Many problems of recent interest in statistics and machine learning can be solved by ReHLine, and we provide reproducible benchmark code and results at this repository.
Note
This benchmark is based on ReHLine 0.0.3.
Problem | Results |
---|---|
SVM | Result |
Smoothed SVM | Result |
FairSVM | Result |
ElasticQR | Result |
RidgeHuber | Result |
For all benchmarks, it is necessary to install the following packages.
pip install benchopt scikit-learn
pip install rehline==0.0.3
Then each problem has its own dependencies, described in each subsection.
For the SVM task, you also need to install the CVXPY package:
pip install cvxpy[MOSEK]
The command above will also install the commercial MOSEK solver, but you still need a license to use it.
Follow the MOSEK website to obtain a license. For students and professors at a university, the academic license is also available. Once you get a license, follow the instructions to install it on your machine.
To run all benchmarks available, enter the SVM directory and use the following command:
cd benchmark_SVM
benchopt run . -d classification_data
To gather more repetitions, add the following options:
benchopt run . -d classification_data --n-repetitions 10 --timeout 1000
To run the benchmark for a specific solver and data set, add the corresponding parameters. For example:
benchopt run . -d classification_data[dataset_name="steel-plates-fault"] -s rehline
The command above then only tests the ReHLine solver on the steel-plates-fault
data set.
Running sSVM benchmarks require the following additional package:
pip install sklearn-contrib-lightning
And the running commands are similar to those in the SVM subsection.
cd benchmark_sSVM
benchopt run . -d classification_data --n-repetitions 10 --timeout 1000
Running the Huber benchmarks requires the CVXPY package and the R software. It would be easier to operate within a Conda environment.
pip install cvxpy[MOSEK]
conda install r-base rpy2 -c conda-forge
R -e "chooseCRANmirror(ind = 1); install.packages(c('hqreg'))"
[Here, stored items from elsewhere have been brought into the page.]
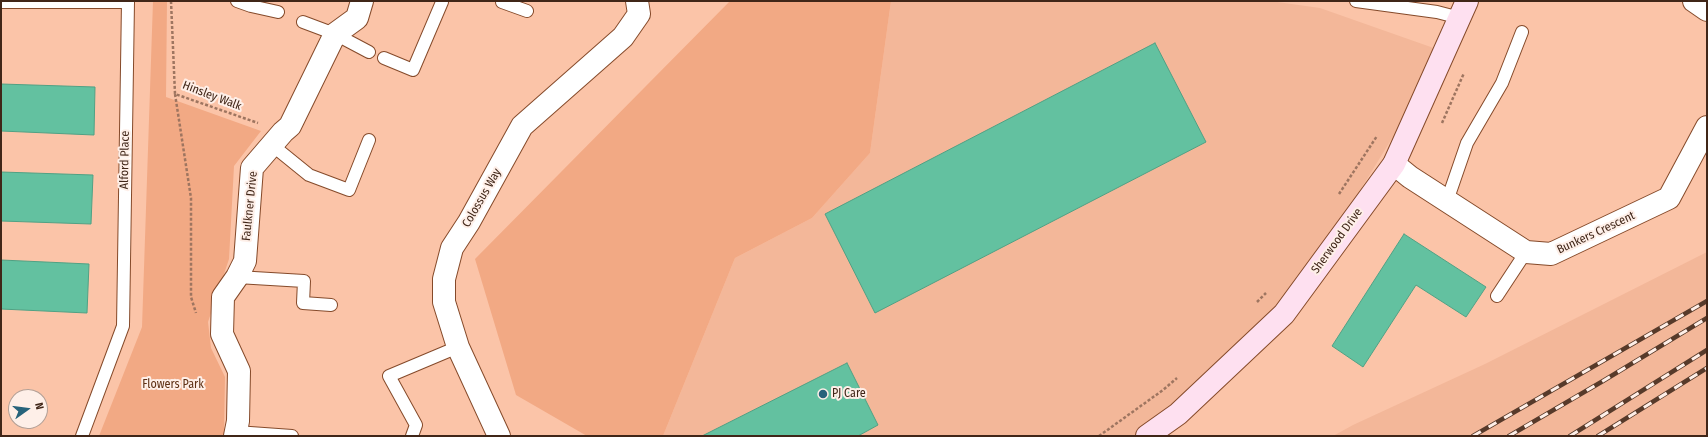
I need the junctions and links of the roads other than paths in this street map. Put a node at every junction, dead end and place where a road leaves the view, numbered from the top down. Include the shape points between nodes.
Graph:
1 (237, 1) edge
2 (362, 1) edge
3 (502, 1) edge
4 (637, 1) edge
5 (1356, 1) edge
6 (1694, 1) edge
7 (1, 2) edge
8 (442, 2) dead end
9 (252, 4) edge
10 (1464, 10) edge
11 (1707, 10) edge
12 (278, 12) dead end
13 (527, 12) dead end
14 (303, 22) dead end
15 (1522, 32) dead end
16 (335, 34) junction
17 (369, 52) dead end
18 (384, 58) dead end
19 (1707, 127) edge
20 (277, 139) junction
21 (369, 140) dead end
22 (1394, 164) junction
23 (1447, 201) junction
24 (1526, 252) junction
25 (237, 277) junction
26 (1497, 296) dead end
27 (331, 305) dead end
28 (458, 346) junction
29 (235, 434) edge
30 (82, 436) edge
31 (292, 436) edge
32 (412, 436) edge
33 (498, 436) edge
34 (1147, 436) edge

1 - 9 lane
2 - 16 street, Faulkner Drive via 357,18
3 - 13 lane
4 - 28 street, Colossus Way via 638,14 623,38 522,126 452,248 444,279 444,302
5 - 10 lane via 1437,12
6 - 11 street
7 - 30 lane, Alford Place via 128,2 123,326
8 - 18 lane via 413,70
9 - 12 lane
10 - 22 street, Sherwood Drive
14 - 16 lane
15 - 23 lane via 1502,83 1467,143
16 - 17 lane
16 - 20 street, Faulkner Drive via 290,126
19 - 24 street, Bunkers Crescent via 1669,198 1552,254
20 - 21 lane via 309,175 349,190
20 - 25 street, Faulkner Drive via 252,168 245,261
22 - 23 street, Bunkers Crescent
22 - 34 street, Sherwood Drive via 1284,314 1178,414
23 - 24 street, Bunkers Crescent
24 - 26 lane
25 - 27 lane via 304,281 303,303
25 - 29 street, Faulkner Drive via 223,297 222,334 239,371 238,421
28 - 32 lane via 389,376 416,425
28 - 33 street, Colossus Way
29 - 31 lane

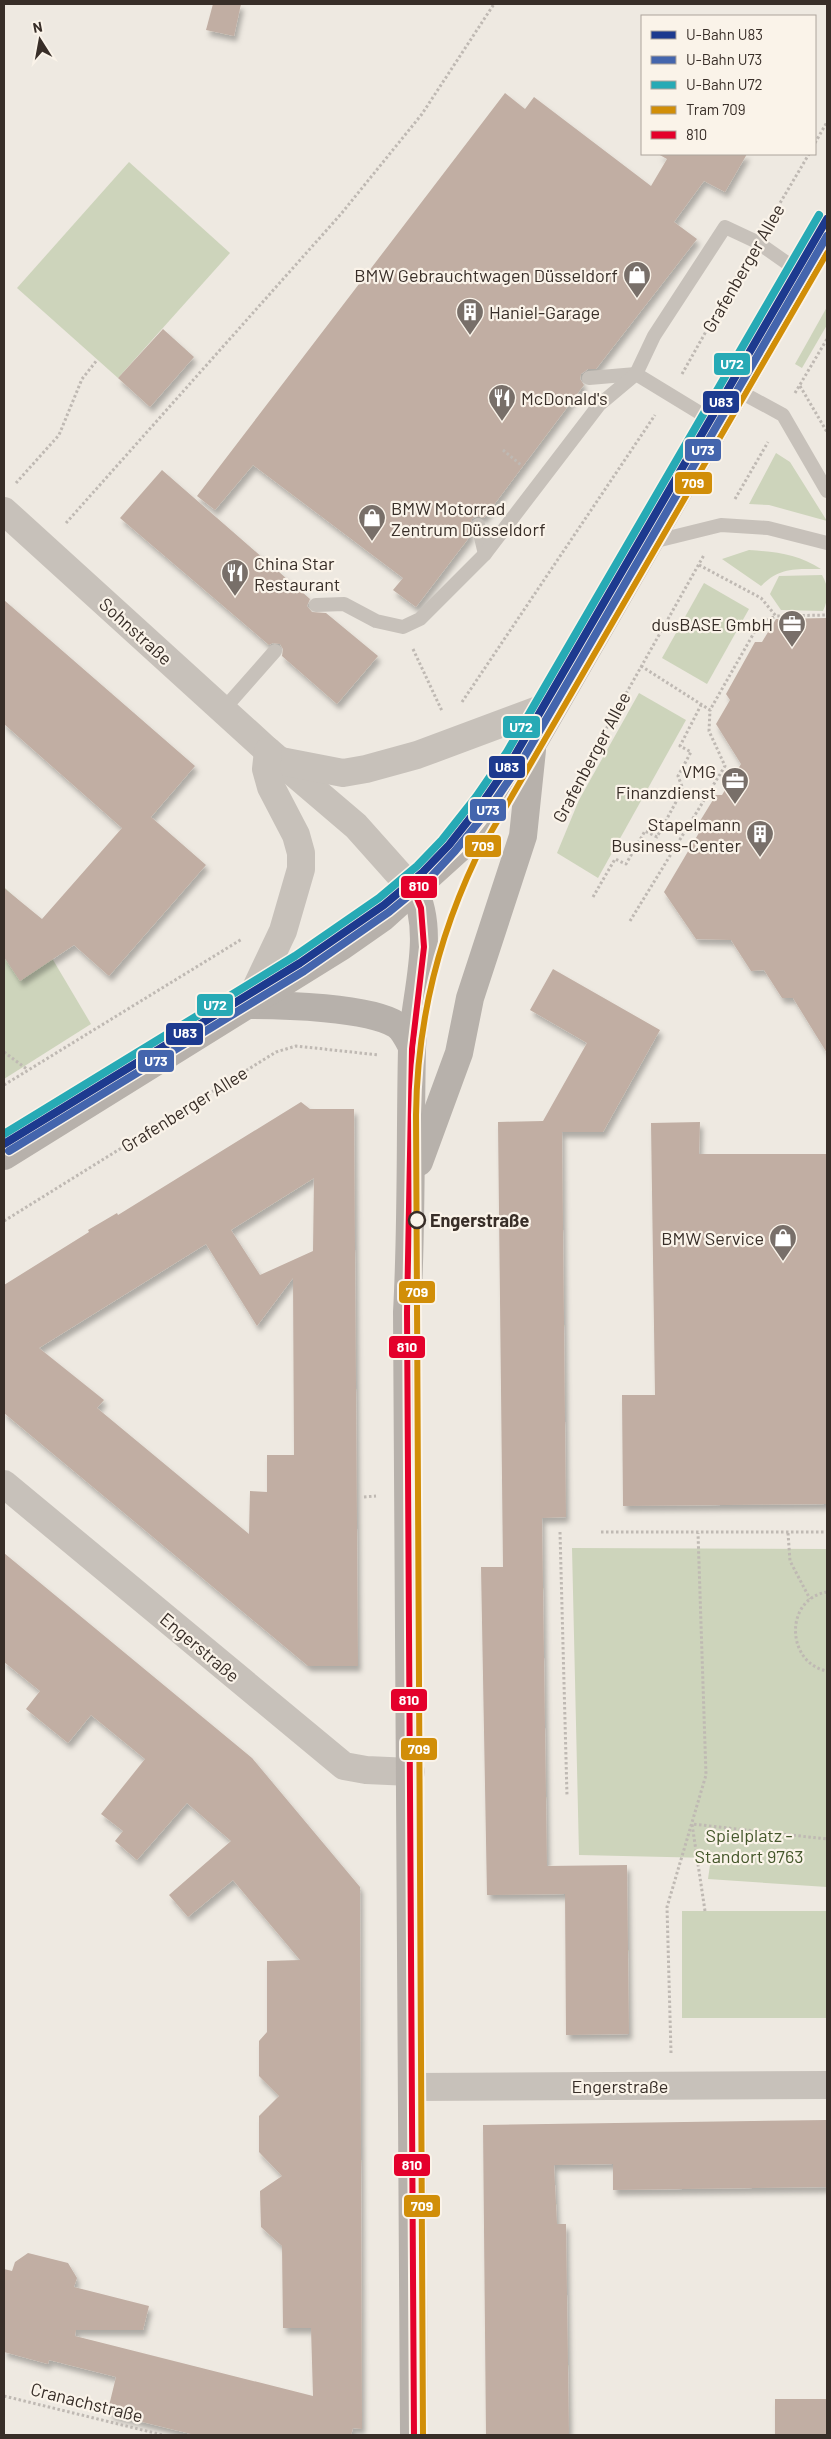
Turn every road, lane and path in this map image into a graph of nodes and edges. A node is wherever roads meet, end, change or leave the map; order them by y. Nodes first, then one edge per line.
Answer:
1 (494, 4) edge
2 (827, 122) edge
3 (816, 141) edge
4 (807, 155) edge
5 (827, 234) edge
6 (757, 242) junction
7 (804, 274) junction
8 (827, 340) edge
9 (97, 360) dead end
10 (636, 374) junction
11 (589, 378) dead end
12 (677, 382) dead end
13 (800, 386) junction
14 (738, 390) junction
15 (796, 391) dead end
16 (658, 412) dead end
17 (718, 424) junction
18 (827, 432) edge
19 (765, 447) dead end
20 (827, 491) edge
21 (7, 500) edge
22 (731, 507) dead end
23 (478, 525) dead end
24 (648, 543) junction
25 (827, 543) edge
26 (44, 548) junction
27 (708, 550) dead end
28 (485, 554) junction
29 (699, 565) junction
30 (316, 605) dead end
31 (827, 615) edge
32 (776, 616) junction
33 (402, 627) junction
34 (276, 651) dead end
35 (641, 666) junction
36 (461, 704) dead end
37 (554, 704) junction
38 (701, 705) junction
39 (223, 710) junction
40 (710, 710) junction
41 (442, 712) dead end
42 (533, 744) junction
43 (274, 756) junction
44 (557, 820) dead end
45 (414, 891) junction
46 (593, 897) dead end
47 (630, 921) dead end
48 (246, 936) dead end
49 (248, 1005) junction
50 (412, 1047) junction
51 (4, 1052) edge
52 (378, 1055) dead end
53 (28, 1070) junction
54 (4, 1085) edge
55 (4, 1156) edge
56 (412, 1180) junction
57 (446, 1220) dead end
58 (4, 1221) edge
59 (474, 1221) dead end
60 (4, 1484) edge
61 (376, 1496) dead end
62 (364, 1497) dead end
63 (560, 1532) dead end
64 (601, 1532) dead end
65 (788, 1532) junction
66 (827, 1532) edge
67 (698, 1533) junction
68 (827, 1592) edge
69 (810, 1599) junction
70 (827, 1671) edge
71 (411, 1772) junction
72 (567, 1796) dead end
73 (692, 1824) junction
74 (827, 1838) edge
75 (705, 1912) dead end
76 (827, 2085) edge
77 (672, 2086) junction
78 (412, 2087) junction
79 (4, 2396) edge
80 (163, 2435) edge
81 (414, 2435) edge

1 - 26 path
2 - 3 path
4 - 6 path, Grafenberger Allee
5 - 7 street
6 - 7 lane
6 - 10 lane
6 - 12 path, Grafenberger Allee
7 - 14 street
8 - 13 path
9 - 21 path
10 - 11 lane
10 - 17 lane
10 - 28 lane
13 - 15 path
13 - 18 path
14 - 17 street
14 - 20 lane
16 - 36 path
17 - 24 street
19 - 22 path
21 - 26 street, Sohnstraße
23 - 28 lane
24 - 25 lane
24 - 37 street
26 - 39 street, Sohnstraße
27 - 29 path, Grafenberger Allee
28 - 33 lane
29 - 32 path
29 - 35 path, Grafenberger Allee
30 - 33 lane
31 - 32 path
32 - 40 path
33 - 41 path
34 - 39 lane
35 - 38 path
35 - 44 path, Grafenberger Allee
37 - 42 street
37 - 43 street
38 - 40 path
38 - 46 path
39 - 43 street, Sohnstraße
40 - 47 path
42 - 45 street
42 - 56 street
43 - 45 street, Sohnstraße
43 - 49 street
45 - 49 street
45 - 50 street
48 - 53 path
49 - 50 street
49 - 55 street
50 - 56 street
51 - 53 path
52 - 58 path, Grafenberger Allee
53 - 54 path
56 - 71 street
57 - 59 path
60 - 71 street, Engerstraße
61 - 62 path
63 - 72 path
64 - 67 path
65 - 66 path
65 - 67 path
65 - 69 path
67 - 73 path
68 - 69 path
69 - 70 path
71 - 78 street
73 - 74 path
73 - 75 path
73 - 77 path
76 - 77 street, Engerstraße
77 - 78 street, Engerstraße
78 - 81 street
79 - 80 path, Cranachstraße

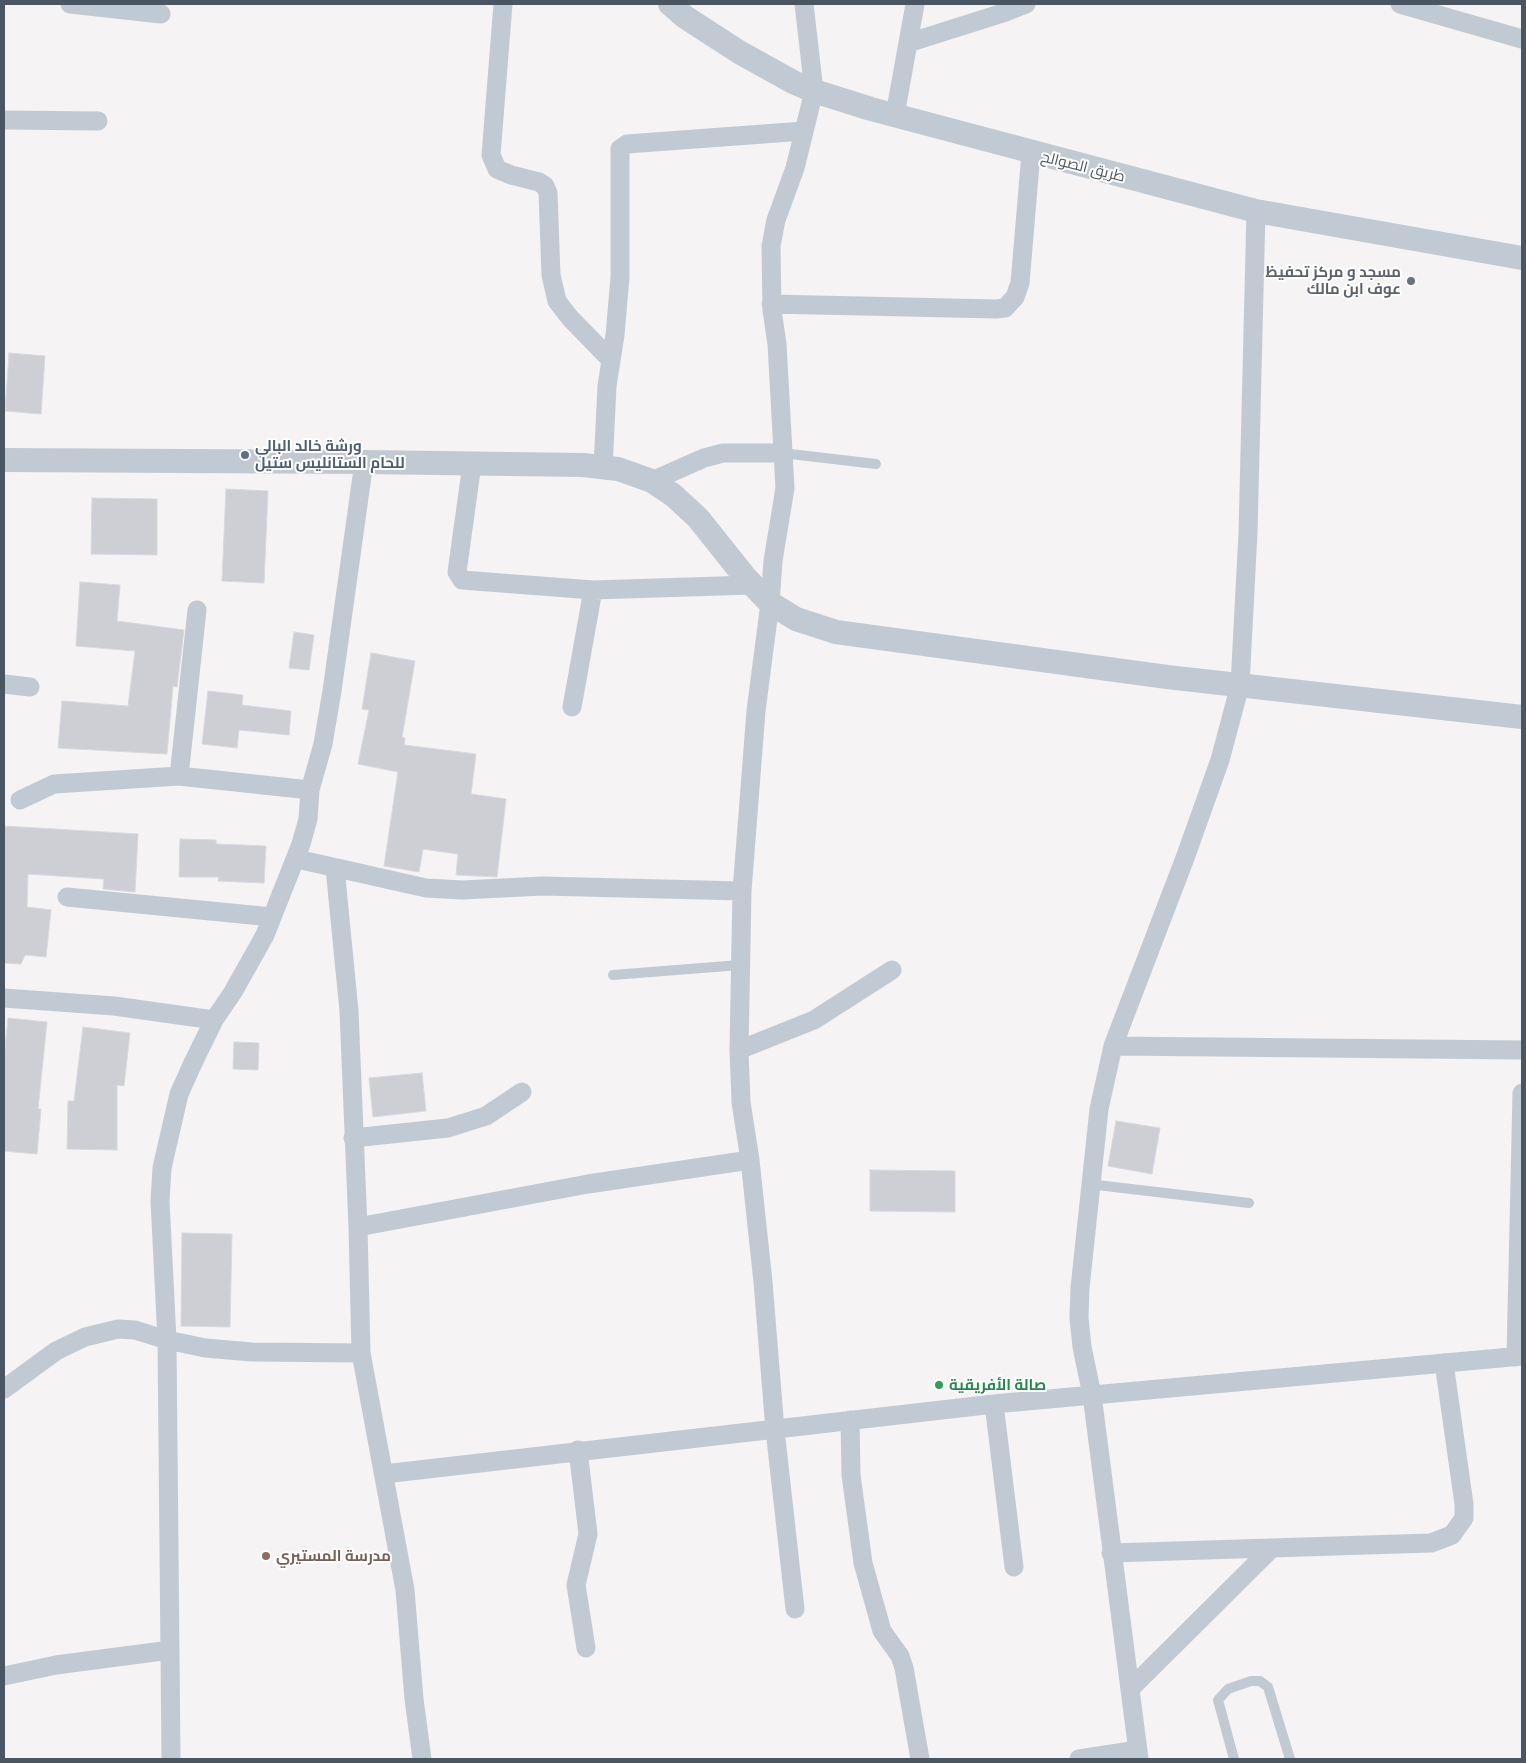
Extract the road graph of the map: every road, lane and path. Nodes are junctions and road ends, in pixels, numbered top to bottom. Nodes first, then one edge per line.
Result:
1 (70, 4) edge
2 (503, 4) edge
3 (670, 4) edge
4 (804, 4) edge
5 (915, 4) edge
6 (1026, 4) edge
7 (1400, 4) edge
8 (161, 14) dead end
9 (1522, 39) edge
10 (908, 43) junction
11 (814, 91) junction
12 (895, 116) junction
13 (4, 120) edge
14 (98, 120) dead end
15 (804, 131) junction
16 (1031, 153) junction
17 (1256, 211) junction
18 (1522, 258) edge
19 (772, 304) junction
20 (611, 360) junction
21 (782, 454) junction
22 (4, 460) edge
23 (364, 462) junction
24 (472, 464) junction
25 (876, 464) dead end
26 (603, 468) junction
27 (652, 481) junction
28 (752, 585) junction
29 (593, 590) junction
30 (770, 603) junction
31 (197, 610) dead end
32 (4, 684) edge
33 (1240, 685) junction
34 (30, 687) dead end
35 (572, 707) dead end
36 (1522, 717) edge
37 (179, 776) junction
38 (310, 790) junction
39 (20, 800) dead end
40 (297, 858) junction
41 (335, 868) junction
42 (742, 891) junction
43 (67, 897) dead end
44 (272, 917) junction
45 (740, 964) junction
46 (892, 970) dead end
47 (614, 975) dead end
48 (4, 998) edge
49 (214, 1020) junction
50 (1113, 1046) junction
51 (738, 1050) junction
52 (1522, 1050) edge
53 (522, 1092) dead end
54 (1522, 1093) edge
55 (354, 1138) junction
56 (750, 1160) junction
57 (1089, 1184) junction
58 (1249, 1203) dead end
59 (358, 1227) junction
60 (167, 1340) junction
61 (361, 1353) junction
62 (1519, 1357) edge
63 (1444, 1363) junction
64 (4, 1389) edge
65 (1092, 1395) junction
66 (994, 1404) junction
67 (850, 1420) junction
68 (775, 1430) junction
69 (578, 1450) junction
70 (384, 1474) junction
71 (1272, 1548) junction
72 (1111, 1553) junction
73 (1014, 1567) dead end
74 (796, 1609) dead end
75 (586, 1648) dead end
76 (170, 1650) junction
77 (4, 1676) edge
78 (1130, 1689) junction
79 (1138, 1754) edge
80 (171, 1759) edge
81 (422, 1759) edge
82 (920, 1759) edge
83 (1079, 1759) edge
84 (1234, 1759) edge
85 (1290, 1759) edge

1 - 8 street
2 - 20 street
3 - 11 street, طريق الصوالح
4 - 11 street
5 - 10 street
6 - 10 street
7 - 9 street
10 - 12 street
11 - 12 street, طريق الصوالح
11 - 15 street
12 - 16 street, طريق الصوالح
13 - 14 street
15 - 19 street
15 - 20 street
16 - 17 street, طريق الصوالح
16 - 19 street
17 - 18 street, طريق الصوالح
17 - 33 street
19 - 21 street
20 - 26 street
21 - 25 lane
21 - 27 street
21 - 30 street
22 - 23 street
23 - 24 street
23 - 38 street
24 - 26 street
24 - 29 street
26 - 27 street
27 - 28 street
28 - 29 street
28 - 30 street
29 - 35 street
30 - 33 street
30 - 42 street
31 - 37 street
32 - 34 street
33 - 36 street
33 - 50 street
37 - 38 street
37 - 39 street
38 - 40 street
40 - 41 street
40 - 44 street
41 - 42 street
41 - 55 street
42 - 45 street
43 - 44 street
44 - 49 street
45 - 47 lane
45 - 51 street
46 - 51 street
48 - 49 street
49 - 60 street
50 - 52 street
50 - 57 street
51 - 56 street
53 - 55 street
54 - 62 street
55 - 59 street
56 - 59 street
56 - 68 street
57 - 58 lane
57 - 65 street
59 - 61 street
60 - 61 street
60 - 64 street
60 - 76 street
61 - 70 street
62 - 63 street
63 - 65 street
63 - 71 street
65 - 66 street
65 - 72 street
66 - 67 street
66 - 73 street
67 - 68 street
67 - 82 street
68 - 69 street
68 - 74 street
69 - 70 street
69 - 75 street
70 - 81 street
71 - 72 street
71 - 78 street
72 - 78 street
76 - 77 street
76 - 80 street
78 - 79 street
79 - 83 street
84 - 85 lane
Also see the SVM subsection for the configuration of the MOSEK commercial solver.
To run all benchmarks available, enter the Huber directory and use the following command:
cd benchmark_Huber
benchopt run . -d reg_data --n-repetitions 10 --timeout 1000
First follow the Huber subsection to install the dependencies there. Additionally, in order to include the CPLEX and Gurobi commercial solvers, you will need to install the following two PyPI packages:
pip install gurobipy cplex
Due to the use of these two commercial solvers, the Community Edition or Restricted license is being used here. You may encounter the following errors:
CPLEX: CPLEX Error 1016 - Community Edition. Problem size limits have been exceeded. Please purchase a license at http://ibm.biz/error1016.
GUROBI: Restricted license - for non-production use only - expires 2024-10-28.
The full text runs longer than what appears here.